**Work required**
Pull every line with "hand" from the entries below.

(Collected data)
━━━━━━━━━━━━━━━━━━━━━━━━━━━━━━

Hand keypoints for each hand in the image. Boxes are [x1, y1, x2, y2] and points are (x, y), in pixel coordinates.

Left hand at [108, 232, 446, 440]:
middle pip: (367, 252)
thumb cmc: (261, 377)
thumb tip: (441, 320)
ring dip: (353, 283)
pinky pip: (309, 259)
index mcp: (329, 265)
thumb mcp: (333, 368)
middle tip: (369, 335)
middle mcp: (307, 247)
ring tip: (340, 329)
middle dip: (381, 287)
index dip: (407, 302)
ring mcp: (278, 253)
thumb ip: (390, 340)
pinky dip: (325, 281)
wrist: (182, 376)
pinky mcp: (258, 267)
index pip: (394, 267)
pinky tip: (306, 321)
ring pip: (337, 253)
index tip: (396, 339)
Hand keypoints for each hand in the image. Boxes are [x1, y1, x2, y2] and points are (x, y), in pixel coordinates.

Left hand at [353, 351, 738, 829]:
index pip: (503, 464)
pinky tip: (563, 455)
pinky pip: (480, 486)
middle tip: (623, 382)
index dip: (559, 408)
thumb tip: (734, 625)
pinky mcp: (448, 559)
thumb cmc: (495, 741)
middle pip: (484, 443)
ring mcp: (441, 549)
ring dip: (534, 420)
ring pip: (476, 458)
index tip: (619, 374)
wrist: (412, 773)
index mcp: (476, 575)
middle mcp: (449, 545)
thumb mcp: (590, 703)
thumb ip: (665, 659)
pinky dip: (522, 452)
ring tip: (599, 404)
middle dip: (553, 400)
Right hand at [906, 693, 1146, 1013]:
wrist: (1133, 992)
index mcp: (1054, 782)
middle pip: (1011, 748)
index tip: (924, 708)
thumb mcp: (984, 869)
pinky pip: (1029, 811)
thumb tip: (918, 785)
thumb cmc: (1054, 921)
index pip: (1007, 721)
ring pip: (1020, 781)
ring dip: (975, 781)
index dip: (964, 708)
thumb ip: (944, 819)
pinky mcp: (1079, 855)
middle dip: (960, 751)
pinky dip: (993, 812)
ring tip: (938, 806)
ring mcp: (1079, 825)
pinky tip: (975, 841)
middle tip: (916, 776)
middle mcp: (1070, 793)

━━━━━━━━━━━━━━━━━━━━━━━━━━━━━━

**Result**
Hand keypoints for each hand in the image. Boxes are [x1, y1, x2, y2] and points are (x, y), in pixel coordinates.
Left hand at [108, 232, 446, 440]:
Hand keypoints for each hand in the image. Boxes are [x1, y1, x2, y2] and points are (x, y), in pixel coordinates.
Left hand at [353, 351, 738, 829]:
Right hand at [906, 693, 1146, 1013]:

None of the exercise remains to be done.